I don’t want my restaurant to have the customer experience of “that place where you have to stand around and wait for an hour while you're hungry.” I love the food at Cheesecake Factory. I mean I really love the food there. But I almost never go there; I actually hate going there. Why? Because I don’t like waiting around for an hour to get a table. It’s a horrible customer experience. (And no, they don't do reservations during peak hours. I checked.)

Therefore, I would choose a maximum wait time, say 15 minutes, and if there are any more customers piling in after the wait is 15 minutes, I would very politely turn them away. I’d probably give them some kind of fancy coupon they could use later, but I would instruct my staff to tell people that we just aren’t taking on any more customers at the moment, and turn them away. That way, the only people waiting are those waiting 15 minutes or less, which is a much less negative customer experience than waiting 45 minutes or an hour.

You could argue that turning away customers is also a bad customer experience. While it’s certainly not a good one, it’s still far less negative than sitting in my restaurant for an hour while you’re bored, impatient, and hungry. Instead, when we turn you away, you’ll go sit at some other restaurant and be bored, impatient, and hungry. Perfect. That’s what I want. Have a bad customer experience at my competitor’s place, not mine.

The next thing I would do is have a very strict first-come-first-served system at the restaurant. Have you ever been waiting for a table, and some group who came in after you got their table before you did? Of course you have, probably many times. How did it make you feel? This makes people very angry. It’s a horrible customer experience.

A restaurant owner or employee might say, “Well, the restaurant probably did that because a table that was the size of the other party became available before your party so blah blah blah blah logic blah blah blah.” Doesn’t matter. The customer doesn’t give a rat’s ass about your internal logistics. All the customer sees is that they’re waiting, bored, impatient, and hungry, and some people who came in after they did got their table first. Then they rage about how unfair it is for the rest of the evening.

At my theoretical restaurant, this would never happen. All parties would be seated in the order in which they arrived, period, end of story (unless they had a reservation, if my restaurant did that). If, for some strange reason, a table opened up to accommodate a party that came in after a party before them, that later party would be forced to wait until the party before them was seated so that the first party doesn’t feel insulted. And remember, there would be a maximum wait of about 15 minutes for everyone, so this would be no big deal. I don’t want anyone feeling insulted at my restaurant. That’s a negative customer experience.

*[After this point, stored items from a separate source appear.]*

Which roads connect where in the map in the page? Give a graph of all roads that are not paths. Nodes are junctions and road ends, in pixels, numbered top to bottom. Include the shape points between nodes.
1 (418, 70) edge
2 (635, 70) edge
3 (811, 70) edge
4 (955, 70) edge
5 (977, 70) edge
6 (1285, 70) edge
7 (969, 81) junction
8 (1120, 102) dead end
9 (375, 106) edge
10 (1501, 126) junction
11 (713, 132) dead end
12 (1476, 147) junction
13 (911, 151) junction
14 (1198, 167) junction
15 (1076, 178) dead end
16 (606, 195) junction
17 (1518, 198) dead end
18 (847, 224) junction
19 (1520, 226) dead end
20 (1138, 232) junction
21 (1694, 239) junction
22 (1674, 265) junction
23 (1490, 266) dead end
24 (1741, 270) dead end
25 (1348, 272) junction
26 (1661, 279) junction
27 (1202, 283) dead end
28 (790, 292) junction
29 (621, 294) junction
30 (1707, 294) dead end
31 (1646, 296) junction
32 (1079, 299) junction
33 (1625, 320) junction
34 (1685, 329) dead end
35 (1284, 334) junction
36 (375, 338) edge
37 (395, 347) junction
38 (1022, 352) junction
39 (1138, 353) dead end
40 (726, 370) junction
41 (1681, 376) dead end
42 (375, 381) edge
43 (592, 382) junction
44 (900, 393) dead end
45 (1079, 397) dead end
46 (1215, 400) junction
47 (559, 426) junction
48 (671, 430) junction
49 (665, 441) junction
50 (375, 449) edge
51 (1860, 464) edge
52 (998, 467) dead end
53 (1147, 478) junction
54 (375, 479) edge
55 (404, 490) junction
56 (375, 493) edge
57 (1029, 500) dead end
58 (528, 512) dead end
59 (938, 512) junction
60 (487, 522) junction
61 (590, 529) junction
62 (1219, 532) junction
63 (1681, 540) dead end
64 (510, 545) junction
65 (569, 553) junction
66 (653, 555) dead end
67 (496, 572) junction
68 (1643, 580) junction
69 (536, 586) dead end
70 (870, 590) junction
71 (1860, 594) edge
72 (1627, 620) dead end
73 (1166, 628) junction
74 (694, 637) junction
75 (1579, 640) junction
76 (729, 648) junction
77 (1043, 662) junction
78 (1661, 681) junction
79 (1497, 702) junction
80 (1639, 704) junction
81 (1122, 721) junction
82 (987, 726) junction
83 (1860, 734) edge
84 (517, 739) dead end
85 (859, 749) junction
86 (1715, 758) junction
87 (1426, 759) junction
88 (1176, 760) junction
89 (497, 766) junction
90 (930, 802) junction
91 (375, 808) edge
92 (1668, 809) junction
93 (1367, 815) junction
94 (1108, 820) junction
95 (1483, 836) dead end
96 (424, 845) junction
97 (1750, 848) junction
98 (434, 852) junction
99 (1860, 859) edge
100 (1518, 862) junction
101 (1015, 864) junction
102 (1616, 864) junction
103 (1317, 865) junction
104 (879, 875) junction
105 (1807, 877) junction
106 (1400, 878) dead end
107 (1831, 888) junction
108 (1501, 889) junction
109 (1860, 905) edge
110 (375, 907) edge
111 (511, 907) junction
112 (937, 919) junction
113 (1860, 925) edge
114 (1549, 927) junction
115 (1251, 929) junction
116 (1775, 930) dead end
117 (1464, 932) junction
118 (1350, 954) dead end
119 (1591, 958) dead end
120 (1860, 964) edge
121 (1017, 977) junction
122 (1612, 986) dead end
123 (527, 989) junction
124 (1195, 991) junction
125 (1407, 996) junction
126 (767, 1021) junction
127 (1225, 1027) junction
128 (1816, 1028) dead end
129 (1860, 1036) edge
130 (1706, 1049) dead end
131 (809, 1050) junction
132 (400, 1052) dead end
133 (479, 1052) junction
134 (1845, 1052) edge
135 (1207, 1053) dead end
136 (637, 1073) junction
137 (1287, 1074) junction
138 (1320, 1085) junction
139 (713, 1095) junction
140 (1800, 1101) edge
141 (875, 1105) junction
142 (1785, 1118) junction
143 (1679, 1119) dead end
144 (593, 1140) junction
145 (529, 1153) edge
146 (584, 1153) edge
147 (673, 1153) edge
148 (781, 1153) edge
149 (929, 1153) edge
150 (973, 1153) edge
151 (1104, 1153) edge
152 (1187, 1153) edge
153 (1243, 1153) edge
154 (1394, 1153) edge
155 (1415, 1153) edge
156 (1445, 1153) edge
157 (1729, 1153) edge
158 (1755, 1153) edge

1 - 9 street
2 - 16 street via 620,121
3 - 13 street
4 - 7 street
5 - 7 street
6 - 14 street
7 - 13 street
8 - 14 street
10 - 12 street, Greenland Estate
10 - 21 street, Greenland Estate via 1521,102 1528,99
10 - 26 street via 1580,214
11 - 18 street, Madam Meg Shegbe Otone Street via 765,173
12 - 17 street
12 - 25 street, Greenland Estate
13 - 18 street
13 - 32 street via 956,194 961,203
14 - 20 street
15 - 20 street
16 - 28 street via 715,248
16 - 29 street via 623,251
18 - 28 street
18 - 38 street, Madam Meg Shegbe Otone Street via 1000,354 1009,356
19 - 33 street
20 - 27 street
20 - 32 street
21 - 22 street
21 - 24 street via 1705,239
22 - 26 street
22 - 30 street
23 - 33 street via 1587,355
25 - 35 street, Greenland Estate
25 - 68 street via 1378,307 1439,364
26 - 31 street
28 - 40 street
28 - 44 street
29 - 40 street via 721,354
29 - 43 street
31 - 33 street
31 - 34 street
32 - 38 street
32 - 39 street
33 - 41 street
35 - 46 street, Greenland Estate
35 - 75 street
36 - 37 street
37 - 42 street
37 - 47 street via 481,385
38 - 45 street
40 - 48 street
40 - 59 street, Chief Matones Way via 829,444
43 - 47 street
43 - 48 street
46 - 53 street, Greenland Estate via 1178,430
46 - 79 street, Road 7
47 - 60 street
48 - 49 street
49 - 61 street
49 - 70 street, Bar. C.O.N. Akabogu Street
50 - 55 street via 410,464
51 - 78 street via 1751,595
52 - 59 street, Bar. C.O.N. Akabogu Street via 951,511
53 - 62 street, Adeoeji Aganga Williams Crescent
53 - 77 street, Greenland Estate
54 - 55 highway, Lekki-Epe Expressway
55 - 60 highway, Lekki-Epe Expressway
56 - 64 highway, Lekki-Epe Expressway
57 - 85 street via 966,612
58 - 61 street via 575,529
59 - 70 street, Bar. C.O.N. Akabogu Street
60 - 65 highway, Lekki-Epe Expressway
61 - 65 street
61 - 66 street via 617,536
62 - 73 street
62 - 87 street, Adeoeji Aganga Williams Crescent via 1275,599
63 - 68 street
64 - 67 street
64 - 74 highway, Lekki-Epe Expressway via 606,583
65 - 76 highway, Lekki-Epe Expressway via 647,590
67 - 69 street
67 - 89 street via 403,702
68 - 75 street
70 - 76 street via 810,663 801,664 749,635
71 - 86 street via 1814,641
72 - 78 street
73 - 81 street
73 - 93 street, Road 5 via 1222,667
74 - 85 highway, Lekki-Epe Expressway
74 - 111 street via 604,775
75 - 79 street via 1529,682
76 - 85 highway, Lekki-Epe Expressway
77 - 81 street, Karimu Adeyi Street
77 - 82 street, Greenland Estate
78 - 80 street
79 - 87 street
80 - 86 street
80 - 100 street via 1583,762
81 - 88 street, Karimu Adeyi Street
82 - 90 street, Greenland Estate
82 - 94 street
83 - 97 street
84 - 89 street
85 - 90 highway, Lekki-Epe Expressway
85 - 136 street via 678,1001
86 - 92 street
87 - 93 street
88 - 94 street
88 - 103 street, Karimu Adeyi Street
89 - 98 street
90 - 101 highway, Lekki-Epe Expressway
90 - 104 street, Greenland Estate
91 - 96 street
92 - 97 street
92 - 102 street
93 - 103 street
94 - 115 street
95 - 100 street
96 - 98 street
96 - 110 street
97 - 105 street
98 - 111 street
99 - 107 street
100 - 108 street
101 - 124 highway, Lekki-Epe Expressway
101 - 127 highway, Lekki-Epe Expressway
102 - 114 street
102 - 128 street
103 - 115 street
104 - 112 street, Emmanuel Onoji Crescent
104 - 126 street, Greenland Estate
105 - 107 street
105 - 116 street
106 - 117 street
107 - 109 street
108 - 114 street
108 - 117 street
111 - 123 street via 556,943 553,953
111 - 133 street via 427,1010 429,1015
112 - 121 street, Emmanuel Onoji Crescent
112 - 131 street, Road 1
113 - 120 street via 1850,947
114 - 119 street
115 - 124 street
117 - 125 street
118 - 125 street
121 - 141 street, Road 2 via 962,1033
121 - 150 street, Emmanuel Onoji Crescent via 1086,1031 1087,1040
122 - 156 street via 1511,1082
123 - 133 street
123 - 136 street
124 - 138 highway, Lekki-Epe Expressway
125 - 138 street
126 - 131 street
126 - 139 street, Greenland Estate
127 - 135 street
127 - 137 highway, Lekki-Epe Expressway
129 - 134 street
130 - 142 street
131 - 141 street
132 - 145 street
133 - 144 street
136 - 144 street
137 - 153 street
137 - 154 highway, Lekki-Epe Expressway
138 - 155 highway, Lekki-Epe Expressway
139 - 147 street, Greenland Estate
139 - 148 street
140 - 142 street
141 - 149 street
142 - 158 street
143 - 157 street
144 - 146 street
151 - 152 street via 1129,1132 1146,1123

Another thing I would do is enforce an absolute, do-it-or-get-fired protocol of all bottles at all the tables being filled to at least 50% at all times. They would never be allowed to go below this. How many times have you tried to use some ketchup and realized there wasn’t enough in the bottle at your table? So now you have to look around and steal ketchup from some other table. If the other tables are all full, now you’re screwed, and have to wait to find your waiter so you can get some.

Shitty customer experience. At my restaurant, the bus staff would be required to go around and refill bottles every X amount of minutes to make sure this never happens, and they would be instantly fired if they failed to do this. (Obviously my restaurant could not exist in anti-business cultures like Suicidal Europe, where self-employed people generally aren't allowed to fire people whenever they want from their own companies.)

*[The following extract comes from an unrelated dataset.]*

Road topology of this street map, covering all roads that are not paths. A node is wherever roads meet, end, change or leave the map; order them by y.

Implementing modern technology would also be key. Too many times at a restaurant, you have to wait, and wait, and wait until your waiter (or any waiter) walks within earshot so you can make a request. With today’s technology, this is completely ridiculous.

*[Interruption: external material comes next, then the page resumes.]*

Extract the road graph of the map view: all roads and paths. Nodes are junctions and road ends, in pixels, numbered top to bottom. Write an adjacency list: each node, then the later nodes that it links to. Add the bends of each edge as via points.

At my restaurant, there would be a waiter call button on every table that you could press. This would softly ring in an earpiece in the waiter’s ear with the table number. The waiter would be right over as soon as he/she was finished doing whatever he/she was doing. This kind of thing is very inexpensive these days and I’m absolutely staggered that restaurants still don’t do this.

You get the idea. It’s a lot of little things that make up a huge difference. You don’t want your customers to attribute negative experiences to your business regardless of the logistical limitations you think you have. It’s bad business.

Want over 35 hours of how-to podcasts on how to improve your woman life and financial life? Want to be able to coach with me twice a month? Want access to hours of technique-based video and audio? The SMIC Program is a monthly podcast and coaching program where you get access to massive amounts of exclusive, members-only Alpha 2.0 content as soon as you sign up, and you can cancel whenever you want. Click here for the details.

[xyz-ips snippet="comments"]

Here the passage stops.